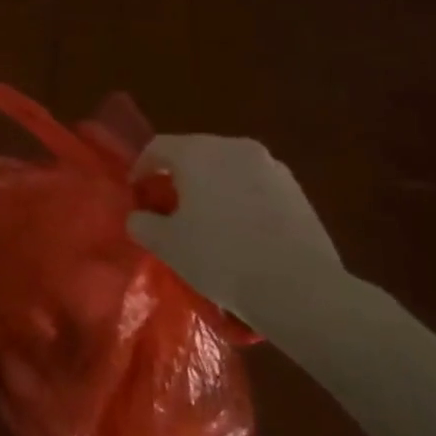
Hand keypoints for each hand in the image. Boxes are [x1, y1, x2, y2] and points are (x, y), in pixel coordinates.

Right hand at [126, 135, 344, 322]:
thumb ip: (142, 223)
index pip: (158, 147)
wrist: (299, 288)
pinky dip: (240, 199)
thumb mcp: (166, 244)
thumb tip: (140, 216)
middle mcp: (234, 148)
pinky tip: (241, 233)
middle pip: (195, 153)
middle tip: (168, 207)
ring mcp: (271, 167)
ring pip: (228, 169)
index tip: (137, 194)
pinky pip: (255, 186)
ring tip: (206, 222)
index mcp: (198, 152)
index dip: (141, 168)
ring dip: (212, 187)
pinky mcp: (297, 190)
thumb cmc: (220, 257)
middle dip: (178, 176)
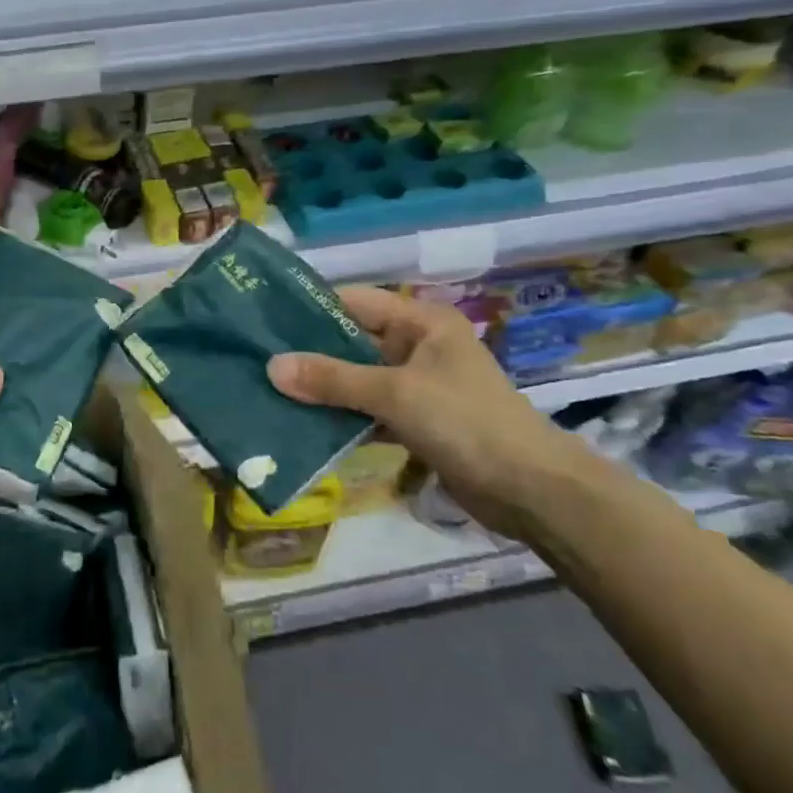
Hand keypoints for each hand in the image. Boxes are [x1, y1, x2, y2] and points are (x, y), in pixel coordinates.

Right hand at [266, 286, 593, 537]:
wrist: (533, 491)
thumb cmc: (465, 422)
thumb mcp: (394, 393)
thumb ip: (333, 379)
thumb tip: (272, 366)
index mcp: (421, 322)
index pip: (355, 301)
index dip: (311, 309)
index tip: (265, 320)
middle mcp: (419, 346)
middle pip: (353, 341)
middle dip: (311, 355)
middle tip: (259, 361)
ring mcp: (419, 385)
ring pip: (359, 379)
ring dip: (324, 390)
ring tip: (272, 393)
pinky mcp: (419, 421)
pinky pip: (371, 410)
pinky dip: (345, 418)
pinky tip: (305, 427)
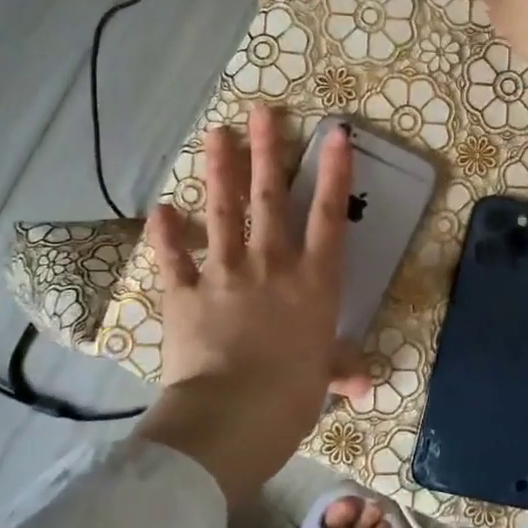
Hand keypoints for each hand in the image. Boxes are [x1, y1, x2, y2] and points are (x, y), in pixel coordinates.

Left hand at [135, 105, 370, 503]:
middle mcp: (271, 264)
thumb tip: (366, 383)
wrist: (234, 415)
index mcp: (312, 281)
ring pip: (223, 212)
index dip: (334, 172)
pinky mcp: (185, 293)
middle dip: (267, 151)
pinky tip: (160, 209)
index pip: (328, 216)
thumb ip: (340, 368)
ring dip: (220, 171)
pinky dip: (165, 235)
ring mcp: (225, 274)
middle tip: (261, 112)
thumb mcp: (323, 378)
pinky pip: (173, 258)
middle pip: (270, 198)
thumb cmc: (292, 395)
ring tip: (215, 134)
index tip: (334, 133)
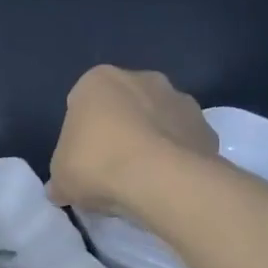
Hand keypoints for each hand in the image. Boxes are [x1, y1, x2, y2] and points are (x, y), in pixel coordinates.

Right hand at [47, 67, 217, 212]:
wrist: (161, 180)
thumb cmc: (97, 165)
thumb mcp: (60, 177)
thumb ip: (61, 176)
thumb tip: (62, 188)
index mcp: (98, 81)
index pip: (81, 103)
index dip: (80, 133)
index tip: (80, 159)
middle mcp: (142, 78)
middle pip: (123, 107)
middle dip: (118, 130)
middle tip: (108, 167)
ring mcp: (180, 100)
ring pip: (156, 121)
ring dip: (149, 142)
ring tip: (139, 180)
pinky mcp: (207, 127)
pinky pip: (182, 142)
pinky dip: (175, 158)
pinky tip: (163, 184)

——————

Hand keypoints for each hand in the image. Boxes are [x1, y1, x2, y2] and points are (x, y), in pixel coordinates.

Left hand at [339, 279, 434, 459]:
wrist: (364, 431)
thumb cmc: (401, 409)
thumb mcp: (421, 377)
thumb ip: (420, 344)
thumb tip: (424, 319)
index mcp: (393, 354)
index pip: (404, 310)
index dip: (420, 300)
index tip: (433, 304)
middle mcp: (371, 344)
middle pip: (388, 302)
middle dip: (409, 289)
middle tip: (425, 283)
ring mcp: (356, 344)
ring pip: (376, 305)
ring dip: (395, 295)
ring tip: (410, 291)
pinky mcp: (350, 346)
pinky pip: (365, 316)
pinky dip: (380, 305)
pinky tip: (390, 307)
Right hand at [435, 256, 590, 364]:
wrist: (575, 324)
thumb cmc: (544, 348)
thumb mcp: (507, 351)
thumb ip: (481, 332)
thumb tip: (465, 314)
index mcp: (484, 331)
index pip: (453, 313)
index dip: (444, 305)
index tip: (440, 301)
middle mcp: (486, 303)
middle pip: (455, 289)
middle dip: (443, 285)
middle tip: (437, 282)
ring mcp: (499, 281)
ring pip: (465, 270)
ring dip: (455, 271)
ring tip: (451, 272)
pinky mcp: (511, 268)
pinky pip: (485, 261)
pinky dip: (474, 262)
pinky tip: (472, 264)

——————

**Prompt:** Take every line of the material that contains the word "Right", and copy it.

**Task output:**
Right hand at [126, 135, 344, 322]:
Right hand at [266, 286, 593, 537]:
Right hand at [47, 67, 217, 212]:
Right hand at [435, 256, 590, 364]:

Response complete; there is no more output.